Via The Washington Post

June 25 at 5:45 AM

Though it’s not a renowned high-tech hub, Brazos County, Tex., has become the showroom for what technology can do for police officers, paramedics and firefighters nationwide, through the newly created FirstNet wireless network. When Brazos sheriff’s deputies entered a standoff with an armed man inside his home, they positioned four cars around the building and streamed live video through FirstNet back to their command center from their phones. When firefighters launched a swiftwater rescue recently, they were able to show it in real time through FirstNet to their supervisors. When a man tried to fraudulently register a stolen car, a patrol lieutenant was able to patch into the government center cameras through FirstNet and watch the crime in progress.

“It’s given us some incredible communication,” said Brazos Sheriff Chris Kirk, “that we’ve been able to put to good use. It makes us much more efficient.”

The idea for FirstNet was long in gestation, beginning with the terrorist attacks of Sept. 11, 2001, but has rapidly come to fruition in the year since AT&T won a contract to build it for the federal government. The idea was a dedicated wireless network exclusively for first responders, enabling them to communicate in emergencies on a secure system built to handle massive amounts of data.

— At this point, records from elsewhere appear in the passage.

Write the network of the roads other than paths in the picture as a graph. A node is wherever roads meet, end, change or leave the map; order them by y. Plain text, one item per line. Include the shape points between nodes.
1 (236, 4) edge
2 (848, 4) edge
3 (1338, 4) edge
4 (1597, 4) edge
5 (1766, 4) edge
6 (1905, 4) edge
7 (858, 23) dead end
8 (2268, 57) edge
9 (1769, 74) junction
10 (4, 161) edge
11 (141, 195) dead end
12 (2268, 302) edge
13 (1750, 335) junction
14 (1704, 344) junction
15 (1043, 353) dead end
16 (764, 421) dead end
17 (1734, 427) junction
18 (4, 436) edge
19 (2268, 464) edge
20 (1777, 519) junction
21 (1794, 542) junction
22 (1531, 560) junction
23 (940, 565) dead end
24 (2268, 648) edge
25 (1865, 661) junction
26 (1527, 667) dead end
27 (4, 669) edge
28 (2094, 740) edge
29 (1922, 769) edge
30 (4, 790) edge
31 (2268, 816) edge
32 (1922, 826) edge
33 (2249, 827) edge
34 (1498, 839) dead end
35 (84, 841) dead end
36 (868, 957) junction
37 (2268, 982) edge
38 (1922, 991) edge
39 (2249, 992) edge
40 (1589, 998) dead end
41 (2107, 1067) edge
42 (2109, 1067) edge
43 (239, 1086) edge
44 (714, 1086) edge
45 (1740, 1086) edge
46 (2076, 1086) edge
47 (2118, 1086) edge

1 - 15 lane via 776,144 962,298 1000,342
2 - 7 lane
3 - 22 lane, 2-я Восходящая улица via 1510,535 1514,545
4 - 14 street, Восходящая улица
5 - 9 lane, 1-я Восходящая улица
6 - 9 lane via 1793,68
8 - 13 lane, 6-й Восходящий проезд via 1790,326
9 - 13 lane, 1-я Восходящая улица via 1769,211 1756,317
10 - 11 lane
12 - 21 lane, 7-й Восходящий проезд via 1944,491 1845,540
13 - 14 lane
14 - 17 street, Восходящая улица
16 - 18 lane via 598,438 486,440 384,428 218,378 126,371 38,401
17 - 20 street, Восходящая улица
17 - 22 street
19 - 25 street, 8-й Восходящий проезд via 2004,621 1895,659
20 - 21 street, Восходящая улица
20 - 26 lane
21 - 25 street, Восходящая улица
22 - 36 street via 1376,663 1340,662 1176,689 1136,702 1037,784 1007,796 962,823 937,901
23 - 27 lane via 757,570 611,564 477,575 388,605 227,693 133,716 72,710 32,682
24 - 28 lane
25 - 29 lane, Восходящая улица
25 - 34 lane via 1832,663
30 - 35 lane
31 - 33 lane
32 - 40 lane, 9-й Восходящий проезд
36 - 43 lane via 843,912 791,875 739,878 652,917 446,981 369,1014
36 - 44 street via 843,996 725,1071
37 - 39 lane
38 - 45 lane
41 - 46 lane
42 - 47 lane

Former Boston police commissioner Ed Davis witnessed two major problems of emergency communication firsthand. On 9/11, police helicopters flying over the World Trade Center could see the danger of building collapse but could not reach firefighters inside the towers, who were using a different radio system. And after the Boston Marathon bombing, cellular networks were overwhelmed with traffic, and police could not communicate with each other, Davis said. FirstNet addresses both problems.

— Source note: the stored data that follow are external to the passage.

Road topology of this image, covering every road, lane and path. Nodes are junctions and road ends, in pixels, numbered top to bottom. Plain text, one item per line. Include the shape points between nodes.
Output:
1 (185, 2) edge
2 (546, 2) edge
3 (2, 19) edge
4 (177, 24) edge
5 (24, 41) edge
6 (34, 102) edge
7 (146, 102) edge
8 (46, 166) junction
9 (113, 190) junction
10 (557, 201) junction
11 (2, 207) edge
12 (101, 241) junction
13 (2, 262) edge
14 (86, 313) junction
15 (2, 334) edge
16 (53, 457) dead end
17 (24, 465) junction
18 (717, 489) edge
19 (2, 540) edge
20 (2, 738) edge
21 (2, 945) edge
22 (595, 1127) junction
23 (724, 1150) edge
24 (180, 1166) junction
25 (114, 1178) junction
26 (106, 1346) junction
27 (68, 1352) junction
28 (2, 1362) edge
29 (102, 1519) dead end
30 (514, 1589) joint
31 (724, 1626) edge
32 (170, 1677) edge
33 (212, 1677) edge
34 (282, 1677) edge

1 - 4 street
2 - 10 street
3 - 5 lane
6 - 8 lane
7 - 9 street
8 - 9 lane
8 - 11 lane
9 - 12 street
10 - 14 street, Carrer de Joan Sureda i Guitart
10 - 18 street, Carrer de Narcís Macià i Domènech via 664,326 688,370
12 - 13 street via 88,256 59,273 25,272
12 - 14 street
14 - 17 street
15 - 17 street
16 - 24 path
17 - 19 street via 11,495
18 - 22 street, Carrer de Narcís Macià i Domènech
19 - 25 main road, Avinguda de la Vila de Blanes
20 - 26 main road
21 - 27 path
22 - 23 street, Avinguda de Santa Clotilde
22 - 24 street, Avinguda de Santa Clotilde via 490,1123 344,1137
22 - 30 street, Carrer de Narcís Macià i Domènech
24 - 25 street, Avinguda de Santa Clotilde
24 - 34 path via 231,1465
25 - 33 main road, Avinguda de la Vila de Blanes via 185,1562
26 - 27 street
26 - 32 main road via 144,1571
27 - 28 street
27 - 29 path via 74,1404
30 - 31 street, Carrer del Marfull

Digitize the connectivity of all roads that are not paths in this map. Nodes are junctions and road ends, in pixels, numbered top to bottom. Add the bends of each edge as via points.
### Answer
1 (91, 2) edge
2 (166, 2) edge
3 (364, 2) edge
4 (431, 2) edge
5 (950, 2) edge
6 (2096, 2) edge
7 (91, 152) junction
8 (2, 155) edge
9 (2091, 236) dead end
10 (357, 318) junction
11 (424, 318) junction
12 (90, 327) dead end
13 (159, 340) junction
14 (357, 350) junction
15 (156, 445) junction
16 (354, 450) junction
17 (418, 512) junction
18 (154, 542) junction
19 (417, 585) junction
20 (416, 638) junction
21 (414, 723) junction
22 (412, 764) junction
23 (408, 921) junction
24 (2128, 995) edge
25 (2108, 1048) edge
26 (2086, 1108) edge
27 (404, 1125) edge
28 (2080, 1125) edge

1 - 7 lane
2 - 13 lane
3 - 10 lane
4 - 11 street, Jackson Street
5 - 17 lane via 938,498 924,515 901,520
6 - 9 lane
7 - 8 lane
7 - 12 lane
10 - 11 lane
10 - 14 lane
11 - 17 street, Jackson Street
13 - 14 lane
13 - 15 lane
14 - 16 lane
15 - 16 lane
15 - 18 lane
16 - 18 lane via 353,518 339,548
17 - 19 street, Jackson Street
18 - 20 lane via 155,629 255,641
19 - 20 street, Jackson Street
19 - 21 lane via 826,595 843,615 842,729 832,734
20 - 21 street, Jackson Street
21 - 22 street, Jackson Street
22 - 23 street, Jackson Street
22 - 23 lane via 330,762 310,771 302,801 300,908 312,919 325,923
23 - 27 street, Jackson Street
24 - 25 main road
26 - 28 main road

Though most people have long used smartphones, public safety lagged behind. Walkie-talkies and land-based dispatch systems remain the dominant communication system for police and fire departments, and though many patrol cruisers and firetrucks have computers, they often cannot perform one-tenth the functions of a smartphone. Officers and firefighters were using their private phones to help them do their jobs, but departments that sign on to FirstNet will provide phones that can be used on the network and eventually will be outfitted with specialized apps.